__DATA EXCERPTS__.
************
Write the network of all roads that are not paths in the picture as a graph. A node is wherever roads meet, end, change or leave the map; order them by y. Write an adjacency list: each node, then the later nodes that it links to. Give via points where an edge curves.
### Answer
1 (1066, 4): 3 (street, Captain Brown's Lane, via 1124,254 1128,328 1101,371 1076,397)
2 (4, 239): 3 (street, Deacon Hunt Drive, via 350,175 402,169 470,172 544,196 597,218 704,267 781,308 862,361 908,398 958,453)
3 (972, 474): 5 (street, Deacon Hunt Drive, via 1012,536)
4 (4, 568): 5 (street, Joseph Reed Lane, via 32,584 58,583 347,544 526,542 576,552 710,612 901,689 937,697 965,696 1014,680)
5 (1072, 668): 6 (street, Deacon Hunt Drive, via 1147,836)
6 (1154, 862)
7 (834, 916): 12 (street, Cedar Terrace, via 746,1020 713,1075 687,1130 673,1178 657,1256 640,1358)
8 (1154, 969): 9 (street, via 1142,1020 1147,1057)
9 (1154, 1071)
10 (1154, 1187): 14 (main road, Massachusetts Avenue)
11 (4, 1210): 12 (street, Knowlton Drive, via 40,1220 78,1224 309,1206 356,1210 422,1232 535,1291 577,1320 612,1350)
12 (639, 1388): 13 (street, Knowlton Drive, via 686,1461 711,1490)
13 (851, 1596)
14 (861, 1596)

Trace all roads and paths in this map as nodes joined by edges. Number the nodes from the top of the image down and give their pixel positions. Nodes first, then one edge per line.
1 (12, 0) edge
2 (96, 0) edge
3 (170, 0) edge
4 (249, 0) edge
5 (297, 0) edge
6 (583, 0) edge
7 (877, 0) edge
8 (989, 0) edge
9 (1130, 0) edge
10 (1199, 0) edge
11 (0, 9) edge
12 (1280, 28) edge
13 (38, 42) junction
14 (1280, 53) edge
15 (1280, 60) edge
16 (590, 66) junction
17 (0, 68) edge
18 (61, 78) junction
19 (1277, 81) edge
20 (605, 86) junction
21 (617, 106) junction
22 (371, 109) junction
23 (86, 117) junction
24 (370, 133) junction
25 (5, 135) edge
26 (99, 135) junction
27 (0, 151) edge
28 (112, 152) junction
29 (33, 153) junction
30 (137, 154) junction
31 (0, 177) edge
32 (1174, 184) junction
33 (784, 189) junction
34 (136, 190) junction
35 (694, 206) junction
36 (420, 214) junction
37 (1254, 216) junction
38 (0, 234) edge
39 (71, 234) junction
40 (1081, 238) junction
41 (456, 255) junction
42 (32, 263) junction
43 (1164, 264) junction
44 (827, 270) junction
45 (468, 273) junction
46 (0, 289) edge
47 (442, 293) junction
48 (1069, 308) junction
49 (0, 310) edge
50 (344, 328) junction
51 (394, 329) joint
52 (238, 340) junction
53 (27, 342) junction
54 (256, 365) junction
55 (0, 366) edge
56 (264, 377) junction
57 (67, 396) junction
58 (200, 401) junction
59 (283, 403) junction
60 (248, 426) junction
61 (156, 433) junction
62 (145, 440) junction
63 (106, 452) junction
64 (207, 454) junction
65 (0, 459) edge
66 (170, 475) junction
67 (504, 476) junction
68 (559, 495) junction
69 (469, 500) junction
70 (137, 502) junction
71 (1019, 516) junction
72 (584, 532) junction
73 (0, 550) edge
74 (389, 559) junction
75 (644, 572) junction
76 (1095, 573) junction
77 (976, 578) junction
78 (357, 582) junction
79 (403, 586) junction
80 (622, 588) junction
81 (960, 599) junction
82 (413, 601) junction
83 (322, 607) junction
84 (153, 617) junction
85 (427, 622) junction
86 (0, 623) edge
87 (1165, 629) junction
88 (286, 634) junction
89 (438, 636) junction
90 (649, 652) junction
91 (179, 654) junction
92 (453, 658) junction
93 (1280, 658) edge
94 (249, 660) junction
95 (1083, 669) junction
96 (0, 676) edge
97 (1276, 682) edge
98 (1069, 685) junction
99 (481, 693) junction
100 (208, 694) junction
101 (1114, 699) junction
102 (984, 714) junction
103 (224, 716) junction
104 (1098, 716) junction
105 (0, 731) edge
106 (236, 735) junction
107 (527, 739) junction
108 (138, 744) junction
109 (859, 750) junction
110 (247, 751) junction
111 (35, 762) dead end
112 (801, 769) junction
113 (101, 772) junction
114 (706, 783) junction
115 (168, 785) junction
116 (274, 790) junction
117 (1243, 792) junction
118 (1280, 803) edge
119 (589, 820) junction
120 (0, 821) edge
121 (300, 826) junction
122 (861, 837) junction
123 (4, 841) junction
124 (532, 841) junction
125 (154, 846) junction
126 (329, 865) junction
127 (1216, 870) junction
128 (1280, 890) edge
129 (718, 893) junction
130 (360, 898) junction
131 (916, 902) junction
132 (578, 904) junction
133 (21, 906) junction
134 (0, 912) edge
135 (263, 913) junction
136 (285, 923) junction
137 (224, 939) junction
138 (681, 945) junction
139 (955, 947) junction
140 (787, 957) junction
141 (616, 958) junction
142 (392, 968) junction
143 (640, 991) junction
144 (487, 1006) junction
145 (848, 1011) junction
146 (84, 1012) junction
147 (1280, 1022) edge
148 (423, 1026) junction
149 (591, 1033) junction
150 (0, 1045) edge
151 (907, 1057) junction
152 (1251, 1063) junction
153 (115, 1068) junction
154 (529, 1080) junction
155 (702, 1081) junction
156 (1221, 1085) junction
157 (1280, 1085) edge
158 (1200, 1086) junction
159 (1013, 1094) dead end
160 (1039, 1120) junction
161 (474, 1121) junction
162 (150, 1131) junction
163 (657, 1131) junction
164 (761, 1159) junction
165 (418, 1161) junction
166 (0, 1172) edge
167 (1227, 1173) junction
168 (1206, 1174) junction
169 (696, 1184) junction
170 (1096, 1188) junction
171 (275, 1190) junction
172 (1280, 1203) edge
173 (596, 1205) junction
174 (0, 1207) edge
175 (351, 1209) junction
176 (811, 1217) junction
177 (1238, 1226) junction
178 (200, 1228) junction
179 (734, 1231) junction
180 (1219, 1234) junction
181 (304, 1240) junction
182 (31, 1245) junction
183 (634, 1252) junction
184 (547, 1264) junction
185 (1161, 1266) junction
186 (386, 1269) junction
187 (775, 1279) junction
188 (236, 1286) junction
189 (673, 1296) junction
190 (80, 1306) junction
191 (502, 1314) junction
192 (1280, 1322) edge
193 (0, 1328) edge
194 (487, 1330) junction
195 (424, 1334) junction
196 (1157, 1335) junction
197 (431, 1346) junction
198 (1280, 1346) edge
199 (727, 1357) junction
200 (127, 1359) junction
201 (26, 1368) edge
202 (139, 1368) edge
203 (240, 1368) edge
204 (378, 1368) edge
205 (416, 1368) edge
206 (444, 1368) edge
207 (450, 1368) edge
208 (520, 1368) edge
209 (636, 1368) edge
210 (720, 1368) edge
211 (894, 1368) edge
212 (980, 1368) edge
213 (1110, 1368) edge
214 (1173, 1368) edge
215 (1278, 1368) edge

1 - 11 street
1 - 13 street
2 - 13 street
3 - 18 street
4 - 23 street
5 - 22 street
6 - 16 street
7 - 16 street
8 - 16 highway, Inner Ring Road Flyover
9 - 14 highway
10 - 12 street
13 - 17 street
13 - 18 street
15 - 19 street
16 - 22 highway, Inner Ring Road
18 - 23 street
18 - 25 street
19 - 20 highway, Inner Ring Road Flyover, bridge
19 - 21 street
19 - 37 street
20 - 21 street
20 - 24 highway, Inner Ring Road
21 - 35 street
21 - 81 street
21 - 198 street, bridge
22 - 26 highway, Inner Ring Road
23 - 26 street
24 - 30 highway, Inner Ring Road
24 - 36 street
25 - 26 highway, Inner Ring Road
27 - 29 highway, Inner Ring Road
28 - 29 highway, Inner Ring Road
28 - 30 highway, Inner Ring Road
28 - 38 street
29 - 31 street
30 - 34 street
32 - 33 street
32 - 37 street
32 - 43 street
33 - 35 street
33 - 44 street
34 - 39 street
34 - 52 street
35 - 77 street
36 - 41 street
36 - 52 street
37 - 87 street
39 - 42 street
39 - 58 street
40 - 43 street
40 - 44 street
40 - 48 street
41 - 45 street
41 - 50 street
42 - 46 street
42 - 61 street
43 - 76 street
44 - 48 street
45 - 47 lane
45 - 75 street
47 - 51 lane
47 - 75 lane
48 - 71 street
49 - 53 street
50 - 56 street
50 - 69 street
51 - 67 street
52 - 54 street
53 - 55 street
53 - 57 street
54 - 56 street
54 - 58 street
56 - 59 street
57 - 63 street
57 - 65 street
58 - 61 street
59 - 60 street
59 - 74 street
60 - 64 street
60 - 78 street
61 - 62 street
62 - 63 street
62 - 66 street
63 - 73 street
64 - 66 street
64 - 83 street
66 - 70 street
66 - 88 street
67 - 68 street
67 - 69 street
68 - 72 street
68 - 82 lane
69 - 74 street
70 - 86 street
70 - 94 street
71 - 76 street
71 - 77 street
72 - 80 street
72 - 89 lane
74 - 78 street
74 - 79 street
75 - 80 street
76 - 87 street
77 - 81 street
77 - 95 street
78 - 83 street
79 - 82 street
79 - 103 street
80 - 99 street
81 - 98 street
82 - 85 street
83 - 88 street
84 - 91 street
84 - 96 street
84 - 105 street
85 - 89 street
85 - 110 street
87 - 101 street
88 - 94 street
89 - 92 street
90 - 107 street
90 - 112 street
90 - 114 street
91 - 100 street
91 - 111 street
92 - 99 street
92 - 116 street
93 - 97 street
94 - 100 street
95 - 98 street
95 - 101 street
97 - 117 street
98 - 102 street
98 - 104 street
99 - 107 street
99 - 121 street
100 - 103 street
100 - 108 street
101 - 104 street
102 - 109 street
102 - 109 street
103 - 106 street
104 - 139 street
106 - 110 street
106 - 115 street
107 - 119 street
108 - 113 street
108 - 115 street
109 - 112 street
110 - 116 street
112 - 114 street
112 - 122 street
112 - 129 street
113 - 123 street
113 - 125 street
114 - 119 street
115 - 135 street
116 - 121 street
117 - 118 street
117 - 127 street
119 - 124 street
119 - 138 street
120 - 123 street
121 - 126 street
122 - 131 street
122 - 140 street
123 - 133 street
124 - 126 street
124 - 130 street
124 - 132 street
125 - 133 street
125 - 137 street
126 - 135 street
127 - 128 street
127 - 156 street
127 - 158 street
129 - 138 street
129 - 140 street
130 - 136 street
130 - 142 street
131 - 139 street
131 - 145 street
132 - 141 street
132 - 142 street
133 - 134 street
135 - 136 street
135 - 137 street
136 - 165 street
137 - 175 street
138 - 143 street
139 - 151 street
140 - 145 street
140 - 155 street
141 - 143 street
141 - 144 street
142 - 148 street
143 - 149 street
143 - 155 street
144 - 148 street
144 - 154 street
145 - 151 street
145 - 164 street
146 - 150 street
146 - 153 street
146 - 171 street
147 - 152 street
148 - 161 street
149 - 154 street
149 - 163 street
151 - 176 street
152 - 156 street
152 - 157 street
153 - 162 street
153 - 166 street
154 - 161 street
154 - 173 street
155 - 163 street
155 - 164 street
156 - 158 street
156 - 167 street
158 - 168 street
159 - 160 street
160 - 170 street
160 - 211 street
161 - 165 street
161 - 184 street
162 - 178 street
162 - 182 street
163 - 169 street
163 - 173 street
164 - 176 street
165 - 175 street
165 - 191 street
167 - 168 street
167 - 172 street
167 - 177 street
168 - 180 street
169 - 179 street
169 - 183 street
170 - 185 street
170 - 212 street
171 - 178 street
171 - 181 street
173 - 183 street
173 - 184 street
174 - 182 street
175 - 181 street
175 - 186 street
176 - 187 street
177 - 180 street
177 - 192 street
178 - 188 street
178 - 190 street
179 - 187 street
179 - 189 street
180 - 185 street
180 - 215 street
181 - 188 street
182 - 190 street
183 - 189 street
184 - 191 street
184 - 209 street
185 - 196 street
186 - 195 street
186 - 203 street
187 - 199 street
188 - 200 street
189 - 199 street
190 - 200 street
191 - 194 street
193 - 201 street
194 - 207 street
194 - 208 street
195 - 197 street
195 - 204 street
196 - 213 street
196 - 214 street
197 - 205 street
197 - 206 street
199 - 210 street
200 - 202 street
************
__INSTRUCTIONS TO FOLLOW__. If the word "bridge" appears in a line above, copy that line.

__RESPONSE BELOW__.
19 - 20 highway, Inner Ring Road Flyover, bridge
21 - 198 street, bridge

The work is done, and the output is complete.